▸ **Dataset excerpts**
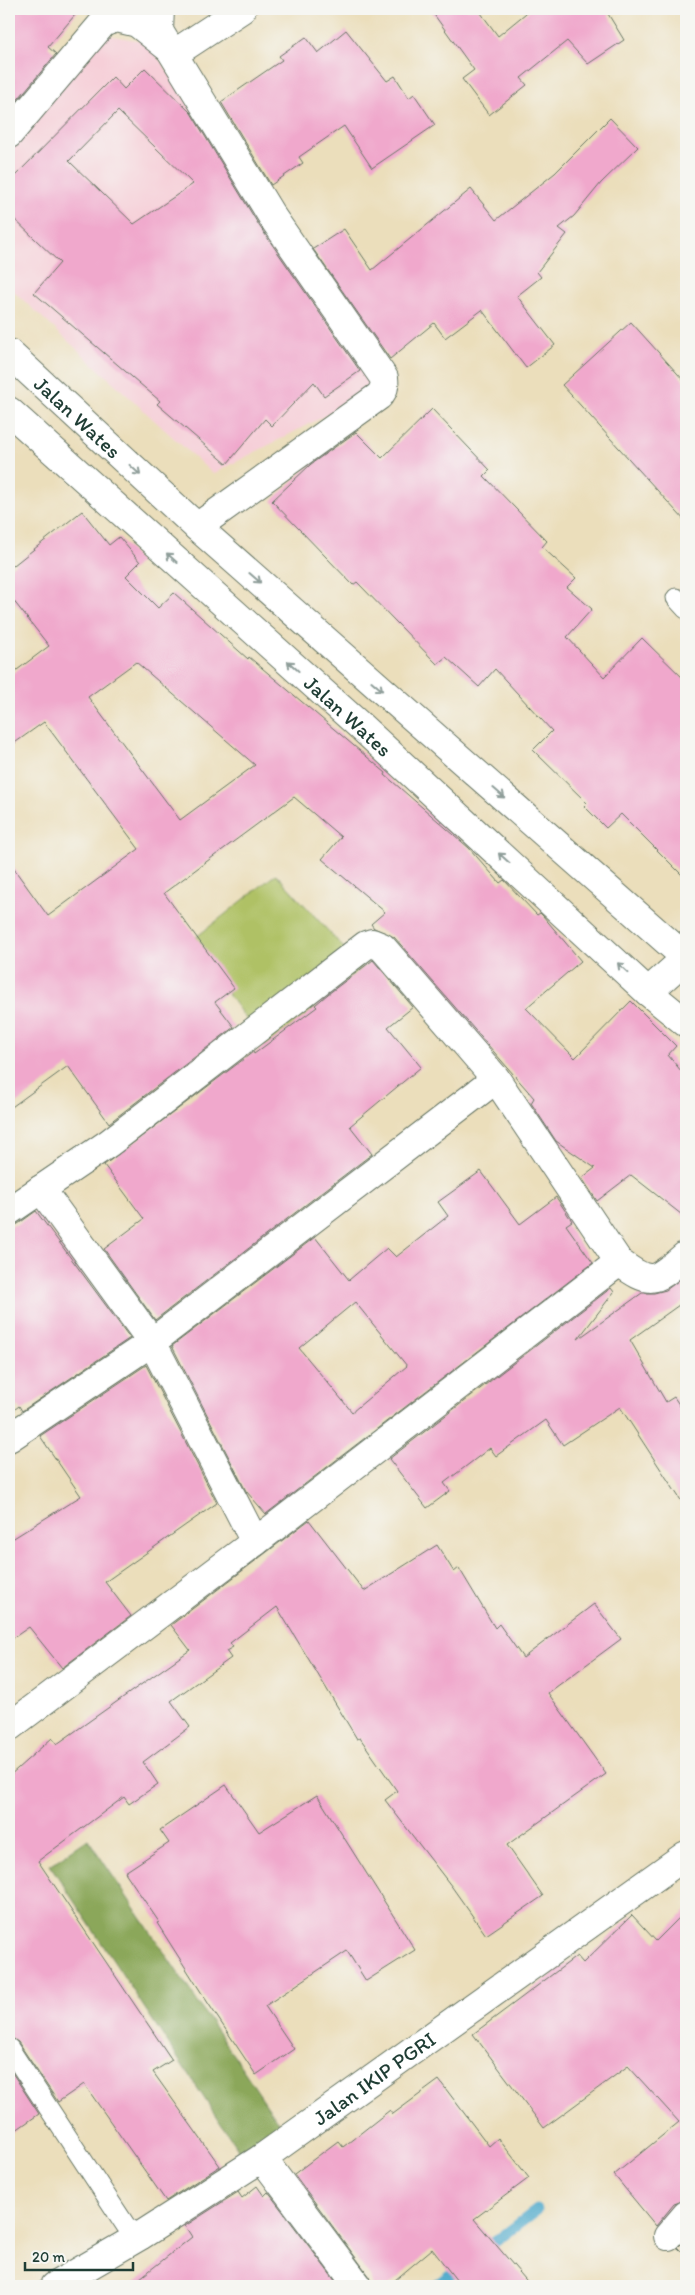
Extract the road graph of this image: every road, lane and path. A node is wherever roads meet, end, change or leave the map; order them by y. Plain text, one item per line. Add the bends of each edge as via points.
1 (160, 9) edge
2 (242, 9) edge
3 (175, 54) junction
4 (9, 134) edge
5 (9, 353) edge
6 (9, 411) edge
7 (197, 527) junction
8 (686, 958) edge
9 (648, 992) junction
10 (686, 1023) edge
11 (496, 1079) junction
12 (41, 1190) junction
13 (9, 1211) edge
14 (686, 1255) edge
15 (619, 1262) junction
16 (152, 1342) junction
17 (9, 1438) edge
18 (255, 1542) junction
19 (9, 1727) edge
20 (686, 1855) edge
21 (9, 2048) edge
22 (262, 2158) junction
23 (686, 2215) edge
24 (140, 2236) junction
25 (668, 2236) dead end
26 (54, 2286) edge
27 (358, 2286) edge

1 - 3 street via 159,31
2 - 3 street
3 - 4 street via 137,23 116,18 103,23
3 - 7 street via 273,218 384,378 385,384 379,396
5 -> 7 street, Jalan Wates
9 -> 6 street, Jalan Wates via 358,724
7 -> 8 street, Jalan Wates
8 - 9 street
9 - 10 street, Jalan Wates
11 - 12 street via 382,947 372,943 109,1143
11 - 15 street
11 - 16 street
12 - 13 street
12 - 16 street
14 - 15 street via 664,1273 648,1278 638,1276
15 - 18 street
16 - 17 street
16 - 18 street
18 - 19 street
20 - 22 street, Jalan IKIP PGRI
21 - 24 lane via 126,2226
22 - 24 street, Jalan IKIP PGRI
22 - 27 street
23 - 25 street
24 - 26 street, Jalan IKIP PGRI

▸ **Task description**
For the string "Wates", show each line of the listing where it appears.

▸ **Completed task**
5 -> 7 street, Jalan Wates
9 -> 6 street, Jalan Wates via 358,724
7 -> 8 street, Jalan Wates
9 - 10 street, Jalan Wates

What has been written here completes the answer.